HDU1009——FatMouse' Trade

Problem Description

FatMouse prepared M pounds of cat food, ready to trade with the cats guarding the warehouse containing his favorite food, JavaBean.
The warehouse has N rooms. The i-th room contains J[i] pounds of JavaBeans and requires F[i] pounds of cat food. FatMouse does not have to trade for all the JavaBeans in the room, instead, he may get J[i]* a% pounds of JavaBeans if he pays F[i]* a% pounds of cat food. Here a is a real number. Now he is assigning this homework to you: tell him the maximum amount of JavaBeans he can obtain.

 

Input

The input consists of multiple test cases. Each test case begins with a line containing two non-negative integers M and N. Then N lines follow, each contains two non-negative integers J[i] and F[i] respectively. The last test case is followed by two -1's. All integers are not greater than 1000.

 

Output

For each test case, print in a single line a real number accurate up to 3 decimal places, which is the maximum amount of JavaBeans that FatMouse can obtain.

 

Sample Input

5 3
7 2
4 3
5 2
20 3
25 18
24 15
15 10
-1 -1

 

Sample Output

13.333
31.500

 分析：
贪心算法——找最优解，我的思路是，运用结构体，运用sort函数将数据从大到小排序，先换: 7  2; 再换 5 2；最后用剩下的1个，换1.33的javabeen。
，然后问题就迎刃而解了。

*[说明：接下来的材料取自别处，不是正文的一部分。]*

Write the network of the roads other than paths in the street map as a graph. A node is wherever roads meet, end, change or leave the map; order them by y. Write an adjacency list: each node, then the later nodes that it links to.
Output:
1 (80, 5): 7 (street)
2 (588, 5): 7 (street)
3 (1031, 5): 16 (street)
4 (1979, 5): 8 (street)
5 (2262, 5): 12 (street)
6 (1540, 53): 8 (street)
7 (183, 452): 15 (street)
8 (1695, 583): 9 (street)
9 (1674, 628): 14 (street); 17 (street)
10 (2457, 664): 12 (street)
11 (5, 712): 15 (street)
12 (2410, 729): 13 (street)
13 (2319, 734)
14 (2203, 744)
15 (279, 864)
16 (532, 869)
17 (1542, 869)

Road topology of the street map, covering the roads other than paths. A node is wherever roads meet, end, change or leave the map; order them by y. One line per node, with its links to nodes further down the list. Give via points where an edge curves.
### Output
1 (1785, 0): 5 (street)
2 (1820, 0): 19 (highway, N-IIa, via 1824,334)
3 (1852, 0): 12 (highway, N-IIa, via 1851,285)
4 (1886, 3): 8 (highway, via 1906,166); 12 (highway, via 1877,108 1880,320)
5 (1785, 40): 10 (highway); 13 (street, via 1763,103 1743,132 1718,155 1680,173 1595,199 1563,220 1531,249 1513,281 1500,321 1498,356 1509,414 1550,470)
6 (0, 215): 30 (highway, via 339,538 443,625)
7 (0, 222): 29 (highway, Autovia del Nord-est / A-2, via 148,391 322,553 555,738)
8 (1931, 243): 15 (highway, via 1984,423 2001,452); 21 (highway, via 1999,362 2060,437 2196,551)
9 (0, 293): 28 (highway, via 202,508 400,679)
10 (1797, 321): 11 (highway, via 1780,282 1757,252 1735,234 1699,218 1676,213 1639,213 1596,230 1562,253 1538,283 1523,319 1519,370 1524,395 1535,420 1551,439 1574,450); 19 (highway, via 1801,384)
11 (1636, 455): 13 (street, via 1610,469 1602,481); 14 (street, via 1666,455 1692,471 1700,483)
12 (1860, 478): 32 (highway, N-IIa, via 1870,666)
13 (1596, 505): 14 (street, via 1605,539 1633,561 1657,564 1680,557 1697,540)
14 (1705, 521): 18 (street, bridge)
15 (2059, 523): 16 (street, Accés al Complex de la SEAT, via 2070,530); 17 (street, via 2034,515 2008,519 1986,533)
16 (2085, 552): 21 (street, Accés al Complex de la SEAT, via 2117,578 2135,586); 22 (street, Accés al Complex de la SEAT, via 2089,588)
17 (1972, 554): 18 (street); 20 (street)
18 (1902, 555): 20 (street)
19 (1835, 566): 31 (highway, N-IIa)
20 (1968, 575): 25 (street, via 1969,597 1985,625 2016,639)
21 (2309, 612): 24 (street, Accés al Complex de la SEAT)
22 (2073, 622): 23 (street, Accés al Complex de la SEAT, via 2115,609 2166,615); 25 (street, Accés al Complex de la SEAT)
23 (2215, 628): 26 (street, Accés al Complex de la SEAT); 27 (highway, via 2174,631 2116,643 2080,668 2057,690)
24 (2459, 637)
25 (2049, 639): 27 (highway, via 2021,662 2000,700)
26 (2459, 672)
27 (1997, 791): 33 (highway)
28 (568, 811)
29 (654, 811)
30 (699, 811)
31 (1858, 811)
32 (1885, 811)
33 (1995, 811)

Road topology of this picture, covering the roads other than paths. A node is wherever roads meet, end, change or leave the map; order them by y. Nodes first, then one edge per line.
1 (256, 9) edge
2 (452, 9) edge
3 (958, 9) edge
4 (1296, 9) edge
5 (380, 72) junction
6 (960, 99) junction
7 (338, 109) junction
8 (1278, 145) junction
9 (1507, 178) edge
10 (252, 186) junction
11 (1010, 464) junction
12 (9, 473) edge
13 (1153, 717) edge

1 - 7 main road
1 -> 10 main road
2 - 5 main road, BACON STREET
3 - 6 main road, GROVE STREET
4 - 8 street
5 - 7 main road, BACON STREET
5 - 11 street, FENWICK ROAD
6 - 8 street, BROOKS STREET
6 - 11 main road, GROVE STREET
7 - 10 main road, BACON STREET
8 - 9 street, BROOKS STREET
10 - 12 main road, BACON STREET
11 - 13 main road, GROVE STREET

。

#include<algorithm>
#include<iostream>
#include<stdio.h>
using namespace std;//
struct node
{
    int x;
    int y;
    double z;
}p[1005];//this is结构体
int cmp(node a,node b)
{
    return a.z>b.z;
}
//不加这部分默认是从小到大排列
int main()
{
    int m,n,i;
    double s;
    while(scanf("%d%d",&m,&n)&&(m!=-1||n!=-1))
    {
        s=0.0;
        for(i=0; i<n; i++)
        {
            scanf("%d%d",&p[i].x,&p[i].y);
            p[i].z=p[i].x*1.0/p[i].y;
        }
        sort(p,p+n,cmp);//————排序；
        for(i=0; i<n; i++)
        {
            if(m>=p[i].y)
            {
                s=s+p[i].x;
                m=m-p[i].y;
            }
            else
            {
                s=s+m*p[i].z;
                break;
            }
        }

        printf("%.3f\n",s);
    }
    return 0;
}
//OK